On 09.01.2017 07:19, David Ongaro wrote:
>> accurate positional judgement
you also rely on “feelings” otherwise you wouldn’t be able to survive.

In my go decision-making, feelings / subconscious thinking (other than usage of prior sample knowledge, such as status knowledge for particular shapes) have an only marginal impact. For me, they serve as a preselection filter besides my used methodical preselection filters. In blitz, the impact is larger when time is insufficient for always using the methodical ones.

Another factor is my pruning of reading. I would not describe it as "feelings / subconscious thinking" but as "prune according to knowledge / principles AFA time allows, otherwise call my mental random generator for deciding what else to prune". I.e., it is a conscious calling of random for particular purposes.

Instead of suspecting feelings, read my books
- Positional Judgement 1 - Territory
- Positional Judgement 2 - Dynamics
to better understand why my accurate positional judgement does not need feelings / subconscious thinking. Even in ca. 1/3 of my blitz (10' SD) games, I can apply it (less frequently per game, OC).

About the only relevant feeling permitted in my go is a contribution to the decision on my first move as Black, which may also depend on my mood (besides opponent, komi, time, knowledge).
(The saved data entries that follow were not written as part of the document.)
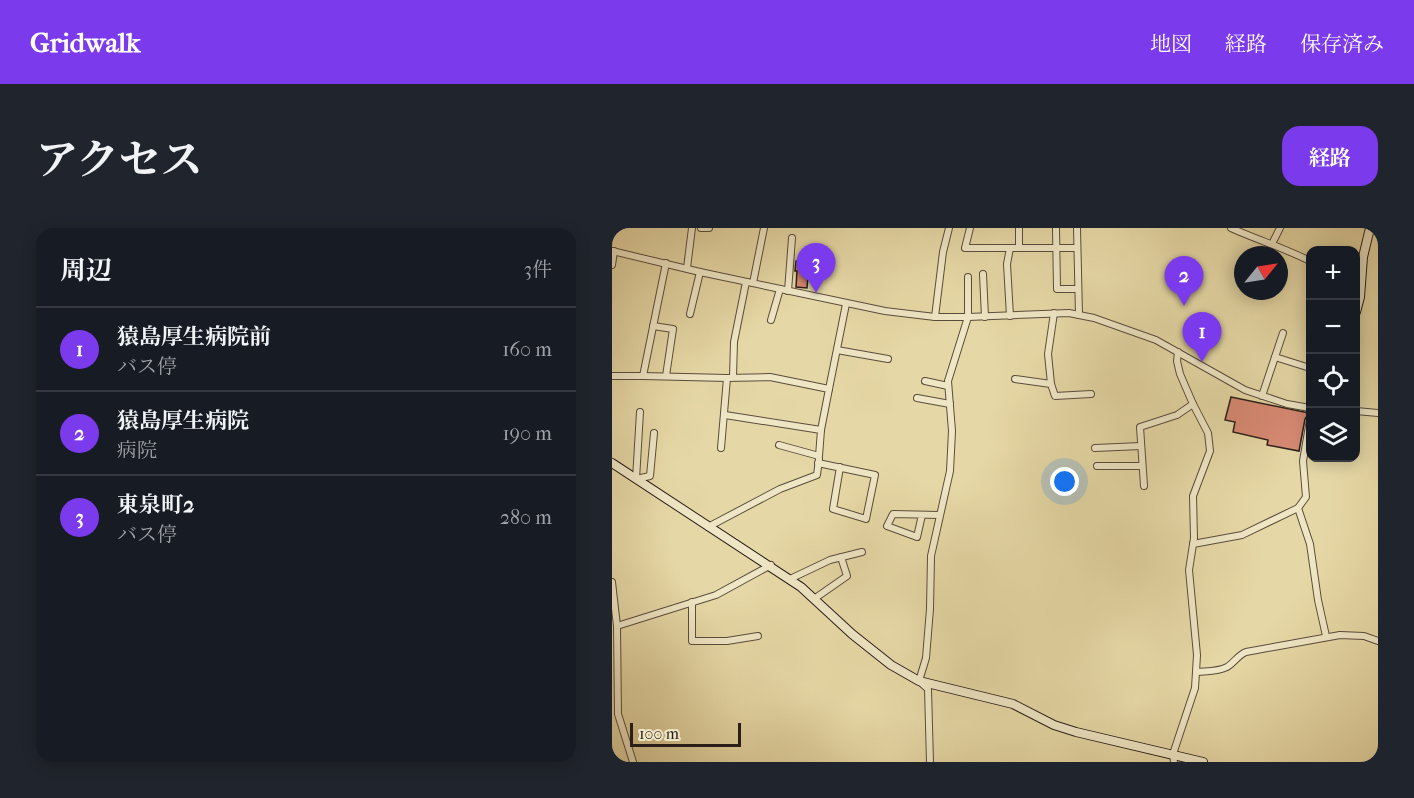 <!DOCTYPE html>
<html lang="ja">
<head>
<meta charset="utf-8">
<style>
	:root { --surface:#171b24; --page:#20242c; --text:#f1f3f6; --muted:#9ea1a6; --line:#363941; --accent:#7c3aed }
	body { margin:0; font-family:"IM FELL French Canon","Noto Serif JP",serif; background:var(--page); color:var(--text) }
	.controls { position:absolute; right:18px; top:18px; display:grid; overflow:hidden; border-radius:12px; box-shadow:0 3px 15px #0003 }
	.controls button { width:54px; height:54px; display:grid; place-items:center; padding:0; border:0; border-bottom:2px solid var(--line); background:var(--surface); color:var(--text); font:30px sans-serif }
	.compass { position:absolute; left:622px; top:18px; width:54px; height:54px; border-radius:50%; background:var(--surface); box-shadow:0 3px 15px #0003; rotate:60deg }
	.scale { position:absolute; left:18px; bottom:15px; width:111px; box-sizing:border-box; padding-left:6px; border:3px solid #2a1e19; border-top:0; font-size:16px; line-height:21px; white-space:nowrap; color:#2a1e19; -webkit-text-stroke:4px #efe6c5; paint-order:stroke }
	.you { position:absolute; left:453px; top:254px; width:21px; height:21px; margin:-15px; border:4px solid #fff; border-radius:50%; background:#1a73e8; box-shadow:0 0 0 9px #1a73e833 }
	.badge { display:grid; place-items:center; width:39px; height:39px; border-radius:50%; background:var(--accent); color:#fff; font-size:20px; font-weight:700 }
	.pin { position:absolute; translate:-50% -50px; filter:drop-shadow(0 2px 3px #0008) }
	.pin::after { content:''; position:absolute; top:32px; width:21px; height:18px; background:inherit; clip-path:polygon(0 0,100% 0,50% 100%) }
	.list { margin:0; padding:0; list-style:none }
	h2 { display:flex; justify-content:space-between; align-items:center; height:78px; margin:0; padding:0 24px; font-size:26px }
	h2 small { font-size:20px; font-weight:400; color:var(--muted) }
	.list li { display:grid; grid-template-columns:39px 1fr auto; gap:18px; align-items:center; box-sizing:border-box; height:84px; padding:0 24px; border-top:2px solid var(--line) }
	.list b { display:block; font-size:22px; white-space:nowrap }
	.list p { margin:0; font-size:20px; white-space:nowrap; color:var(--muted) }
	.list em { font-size:20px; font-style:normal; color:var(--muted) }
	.icon { flex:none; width:33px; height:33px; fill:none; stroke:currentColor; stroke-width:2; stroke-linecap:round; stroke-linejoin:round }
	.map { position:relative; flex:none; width:766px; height:534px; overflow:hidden; border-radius:18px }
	header { display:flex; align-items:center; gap:36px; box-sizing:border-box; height:84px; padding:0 30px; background:var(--accent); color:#fff }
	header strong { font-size:28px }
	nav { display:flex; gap:33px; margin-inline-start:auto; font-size:21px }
	.intro { display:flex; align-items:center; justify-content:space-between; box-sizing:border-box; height:144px; padding:0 36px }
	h1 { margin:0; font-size:42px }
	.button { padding:15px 27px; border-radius:18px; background:var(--accent); color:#fff; font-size:21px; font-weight:700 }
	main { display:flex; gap:36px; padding:0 36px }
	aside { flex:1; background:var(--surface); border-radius:18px; box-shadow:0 3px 15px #0003 }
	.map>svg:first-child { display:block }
	.building { fill:#d88a74; stroke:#2a1e19; stroke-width:1.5 }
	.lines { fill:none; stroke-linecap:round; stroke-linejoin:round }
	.street-casing { stroke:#594c3c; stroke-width:8 }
	.secondary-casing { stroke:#2a1e19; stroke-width:10 }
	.street { stroke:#efe6c5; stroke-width:6 }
	.secondary { stroke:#efe6c5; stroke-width:8 }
</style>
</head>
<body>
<header>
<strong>Gridwalk</strong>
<nav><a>地図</a><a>経路</a><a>保存済み</a></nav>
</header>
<div class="intro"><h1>アクセス</h1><a class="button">経路</a></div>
<main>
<aside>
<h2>周辺<small>3件</small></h2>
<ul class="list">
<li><span class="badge">1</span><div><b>猿島厚生病院前</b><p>バス停</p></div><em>160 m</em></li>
<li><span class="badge">2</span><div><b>猿島厚生病院</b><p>病院</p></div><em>190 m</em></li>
<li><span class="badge">3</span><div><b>東泉町2</b><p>バス停</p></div><em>280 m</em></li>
</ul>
</aside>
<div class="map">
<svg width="766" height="534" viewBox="0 0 766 534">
	<rect width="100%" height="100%" fill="#e6d8a6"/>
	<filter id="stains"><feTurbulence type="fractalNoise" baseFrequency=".00333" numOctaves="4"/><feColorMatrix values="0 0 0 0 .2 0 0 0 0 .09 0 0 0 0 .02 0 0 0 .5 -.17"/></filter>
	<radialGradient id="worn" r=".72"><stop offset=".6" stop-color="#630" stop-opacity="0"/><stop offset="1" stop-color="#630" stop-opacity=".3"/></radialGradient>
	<!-- building -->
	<g class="building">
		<polygon points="184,33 197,35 195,60 184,59 185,43 183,43"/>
		<polygon points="619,169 697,185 693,191 687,223 655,217 656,212 621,204 623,194 613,192"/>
	</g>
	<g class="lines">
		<defs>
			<g id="street">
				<polyline points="89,0 97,0"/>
				<polyline points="358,0 353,20 465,20"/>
				<polyline points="444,0 445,61 466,61"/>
				<polyline points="465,0 467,87"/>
				<path d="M619 0C646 12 672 20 698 33"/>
				<polyline points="660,16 668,0"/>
				<polyline points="407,20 407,0"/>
				<polyline points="0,23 88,44 273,83 323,89 356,89 457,85 482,90 544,112 633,162 675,176 698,180"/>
				<polyline points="0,37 2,23"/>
				<polyline points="75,40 80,0"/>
				<polyline points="371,46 373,89"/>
				<polyline points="141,55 152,0"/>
				<polyline points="176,63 180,10"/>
				<polyline points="78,86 88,44"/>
				<polyline points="398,88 395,36 398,20"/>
				<polyline points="323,89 331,24 337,0"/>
				<polyline points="159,92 168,61"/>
				<polyline points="41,98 61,101 54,148"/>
				<polyline points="225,122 276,131"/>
				<polyline points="663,129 698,140"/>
				<polyline points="0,148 31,148 54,35"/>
				<polyline points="31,148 115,150 109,220"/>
				<polyline points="121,149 122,114 134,54"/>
				<polyline points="115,150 158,149 217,161 209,202"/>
				<polyline points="403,151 439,156 443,168 479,166"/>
				<polyline points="313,153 336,158"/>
				<polyline points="439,156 436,126 442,85"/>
				<polyline points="217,161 234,76"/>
				<polyline points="650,168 671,105"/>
				<polyline points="305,170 338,176"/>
				<polyline points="744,183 766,185"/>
				<polyline points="28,184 24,251 38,248 42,205"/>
				<polyline points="113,187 209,202 207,228 167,217"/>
				<polyline points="698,192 691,233 694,269 686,280 698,316 706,372 714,408"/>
				<polyline points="483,220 529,218"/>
				<polyline points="206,235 263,247 254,291 221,281 228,239"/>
				<polyline points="485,238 530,238"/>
				<polyline points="532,258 528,199 565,187 581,176"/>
				<polyline points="310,287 305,309 275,298 281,286 327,287"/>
				<polyline points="96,299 168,261 205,247 207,231"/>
				<polyline points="581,316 630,307 686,280"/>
				<polyline points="178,351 218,332 250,324"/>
				<polyline points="0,354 5,398 6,486 21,534"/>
				<polyline points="202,371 235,348 229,329"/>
				<polyline points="80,374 80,413 115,413 146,408"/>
				<polyline points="5,398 104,367 159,337"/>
				<path d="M585 444C594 443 606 444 615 439 622 435 626 427 634 424L728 407 752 408 766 413"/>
				<polyline points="318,534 316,461 307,453 314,430 318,381 319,328 338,243 340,203 336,153 356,89 356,49"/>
				<polyline points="562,534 561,526 583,460 585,427 577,342 582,310 581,268 598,223 596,205 581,176 568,146 565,133 566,124"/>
			</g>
			<g id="secondary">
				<polyline points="744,84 748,69 751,29 758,0"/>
				<polyline points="0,235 189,359 240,406 279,437 307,453 401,476 442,497 464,504 591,534"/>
			</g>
		</defs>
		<!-- street casing -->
		<use href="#street" class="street-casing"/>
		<!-- secondary casing -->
		<use href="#secondary" class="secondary-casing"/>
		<!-- street -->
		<use href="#street" class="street"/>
		<!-- secondary -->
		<use href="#secondary" class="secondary"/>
	</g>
	<rect width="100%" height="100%" filter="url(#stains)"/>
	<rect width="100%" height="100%" fill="url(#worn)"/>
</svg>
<div class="controls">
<button>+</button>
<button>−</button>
<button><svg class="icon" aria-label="locate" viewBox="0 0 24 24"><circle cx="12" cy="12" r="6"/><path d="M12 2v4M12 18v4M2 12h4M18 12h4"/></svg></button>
<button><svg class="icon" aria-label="layers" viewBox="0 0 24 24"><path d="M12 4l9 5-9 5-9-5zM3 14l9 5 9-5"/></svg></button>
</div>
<svg class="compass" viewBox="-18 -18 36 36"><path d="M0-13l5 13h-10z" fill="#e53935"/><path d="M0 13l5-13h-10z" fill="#9ea1a6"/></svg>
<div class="scale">100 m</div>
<div class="you"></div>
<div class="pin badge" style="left:590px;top:134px">1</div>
<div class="pin badge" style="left:572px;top:78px">2</div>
<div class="pin badge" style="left:204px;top:65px">3</div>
</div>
</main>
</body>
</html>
18+ years ago, I used feelings and the like for quite a few decisions during the middle game and (early) endgame. Decision by feelings led to low winning probability so I decided to overcome them by creating much more profound theory, which improved my play and enabled(!) me to survive (to use your words) as a go teacher and go book author.

> Mathematically (the approach you seem yourself constrain into)

Reasoned decision-making need not always be low-level / mathematical.